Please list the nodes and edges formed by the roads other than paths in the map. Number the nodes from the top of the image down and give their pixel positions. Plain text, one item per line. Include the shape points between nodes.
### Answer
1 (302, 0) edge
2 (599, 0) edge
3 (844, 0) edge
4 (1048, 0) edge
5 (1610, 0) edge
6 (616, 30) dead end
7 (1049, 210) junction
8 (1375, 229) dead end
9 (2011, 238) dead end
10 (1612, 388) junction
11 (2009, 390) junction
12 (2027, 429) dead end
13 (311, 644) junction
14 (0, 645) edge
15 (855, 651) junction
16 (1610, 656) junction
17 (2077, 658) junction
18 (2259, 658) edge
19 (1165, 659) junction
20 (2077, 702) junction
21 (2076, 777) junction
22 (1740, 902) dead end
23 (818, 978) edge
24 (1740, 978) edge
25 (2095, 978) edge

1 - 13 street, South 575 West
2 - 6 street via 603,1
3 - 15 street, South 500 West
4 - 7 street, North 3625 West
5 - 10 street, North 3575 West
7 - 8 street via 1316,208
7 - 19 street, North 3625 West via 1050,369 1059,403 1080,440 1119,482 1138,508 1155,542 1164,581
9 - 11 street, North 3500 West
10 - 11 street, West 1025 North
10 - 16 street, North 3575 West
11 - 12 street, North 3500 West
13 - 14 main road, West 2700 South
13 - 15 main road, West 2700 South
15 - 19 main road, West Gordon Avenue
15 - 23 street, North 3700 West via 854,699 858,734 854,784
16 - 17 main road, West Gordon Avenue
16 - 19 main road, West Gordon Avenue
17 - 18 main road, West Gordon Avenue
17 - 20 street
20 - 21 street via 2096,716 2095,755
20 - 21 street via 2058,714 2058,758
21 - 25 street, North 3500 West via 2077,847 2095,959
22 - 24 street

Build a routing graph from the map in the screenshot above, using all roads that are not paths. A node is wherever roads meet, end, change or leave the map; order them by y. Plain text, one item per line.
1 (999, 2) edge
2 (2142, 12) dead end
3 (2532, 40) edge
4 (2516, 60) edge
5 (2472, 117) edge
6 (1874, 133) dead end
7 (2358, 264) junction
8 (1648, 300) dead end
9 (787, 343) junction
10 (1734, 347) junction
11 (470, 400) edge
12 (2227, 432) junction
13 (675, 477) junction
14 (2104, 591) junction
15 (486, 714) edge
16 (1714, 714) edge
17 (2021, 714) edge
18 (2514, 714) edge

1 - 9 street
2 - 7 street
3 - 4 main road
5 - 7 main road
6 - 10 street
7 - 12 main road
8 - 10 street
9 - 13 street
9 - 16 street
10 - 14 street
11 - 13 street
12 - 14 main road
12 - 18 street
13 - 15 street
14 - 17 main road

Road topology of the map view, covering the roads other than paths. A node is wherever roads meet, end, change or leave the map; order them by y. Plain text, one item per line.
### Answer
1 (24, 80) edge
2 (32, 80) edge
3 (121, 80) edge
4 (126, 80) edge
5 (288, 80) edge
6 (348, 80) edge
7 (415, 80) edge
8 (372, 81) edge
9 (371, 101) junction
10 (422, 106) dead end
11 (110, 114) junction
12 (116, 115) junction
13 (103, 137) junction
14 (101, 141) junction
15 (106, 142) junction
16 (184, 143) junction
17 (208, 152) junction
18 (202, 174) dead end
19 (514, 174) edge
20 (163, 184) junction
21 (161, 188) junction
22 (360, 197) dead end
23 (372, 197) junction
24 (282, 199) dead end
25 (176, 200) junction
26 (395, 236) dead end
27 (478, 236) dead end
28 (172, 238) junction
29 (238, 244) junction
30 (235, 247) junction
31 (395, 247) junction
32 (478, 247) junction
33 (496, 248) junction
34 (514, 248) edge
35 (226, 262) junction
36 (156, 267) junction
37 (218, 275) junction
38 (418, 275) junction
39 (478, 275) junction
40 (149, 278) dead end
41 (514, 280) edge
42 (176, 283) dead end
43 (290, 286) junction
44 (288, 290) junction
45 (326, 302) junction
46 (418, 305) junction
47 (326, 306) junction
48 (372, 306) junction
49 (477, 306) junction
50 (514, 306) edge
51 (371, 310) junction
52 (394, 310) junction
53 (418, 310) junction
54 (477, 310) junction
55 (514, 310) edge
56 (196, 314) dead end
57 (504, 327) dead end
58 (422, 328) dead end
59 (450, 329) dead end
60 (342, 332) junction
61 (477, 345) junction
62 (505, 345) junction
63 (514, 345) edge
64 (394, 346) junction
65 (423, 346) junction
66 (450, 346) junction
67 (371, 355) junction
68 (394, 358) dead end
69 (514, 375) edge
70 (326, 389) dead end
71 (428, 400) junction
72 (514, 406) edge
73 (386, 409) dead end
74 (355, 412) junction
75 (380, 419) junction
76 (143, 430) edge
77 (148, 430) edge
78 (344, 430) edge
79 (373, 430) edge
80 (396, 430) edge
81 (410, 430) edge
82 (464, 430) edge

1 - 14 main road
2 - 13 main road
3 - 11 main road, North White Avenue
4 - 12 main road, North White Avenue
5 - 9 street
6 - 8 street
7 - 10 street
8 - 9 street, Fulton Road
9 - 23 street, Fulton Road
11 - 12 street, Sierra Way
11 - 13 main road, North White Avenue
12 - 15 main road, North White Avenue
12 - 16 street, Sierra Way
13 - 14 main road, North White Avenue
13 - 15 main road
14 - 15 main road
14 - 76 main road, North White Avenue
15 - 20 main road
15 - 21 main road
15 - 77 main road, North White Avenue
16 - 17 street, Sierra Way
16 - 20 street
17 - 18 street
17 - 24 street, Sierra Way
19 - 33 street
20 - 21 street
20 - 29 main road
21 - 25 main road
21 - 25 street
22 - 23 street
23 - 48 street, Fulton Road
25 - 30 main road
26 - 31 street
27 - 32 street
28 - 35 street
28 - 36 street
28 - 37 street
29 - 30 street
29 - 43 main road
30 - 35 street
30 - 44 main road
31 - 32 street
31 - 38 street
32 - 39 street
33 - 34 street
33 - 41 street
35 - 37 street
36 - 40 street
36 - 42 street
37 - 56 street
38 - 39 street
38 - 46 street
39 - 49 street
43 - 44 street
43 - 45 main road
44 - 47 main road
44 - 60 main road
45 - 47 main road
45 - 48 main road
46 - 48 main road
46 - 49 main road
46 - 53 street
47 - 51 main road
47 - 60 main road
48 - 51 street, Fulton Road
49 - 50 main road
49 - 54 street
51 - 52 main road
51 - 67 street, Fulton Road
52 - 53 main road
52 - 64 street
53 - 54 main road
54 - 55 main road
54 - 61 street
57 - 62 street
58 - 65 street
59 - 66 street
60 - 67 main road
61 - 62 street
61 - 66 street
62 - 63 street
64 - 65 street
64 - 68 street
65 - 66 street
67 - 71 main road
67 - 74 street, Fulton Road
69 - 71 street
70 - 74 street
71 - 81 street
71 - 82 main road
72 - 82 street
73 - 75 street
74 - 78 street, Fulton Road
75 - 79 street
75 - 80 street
######
* [Directions for this task]: Return each line of the data that contains the string "roads".

* [Task output]:
Please list the nodes and edges formed by the roads other than paths in the map. Number the nodes from the top of the image down and give their pixel positions. Plain text, one item per line. Include the shape points between nodes.
Build a routing graph from the map in the screenshot above, using all roads that are not paths. A node is wherever roads meet, end, change or leave the map; order them by y. Plain text, one item per line.
Road topology of the map view, covering the roads other than paths. A node is wherever roads meet, end, change or leave the map; order them by y. Plain text, one item per line.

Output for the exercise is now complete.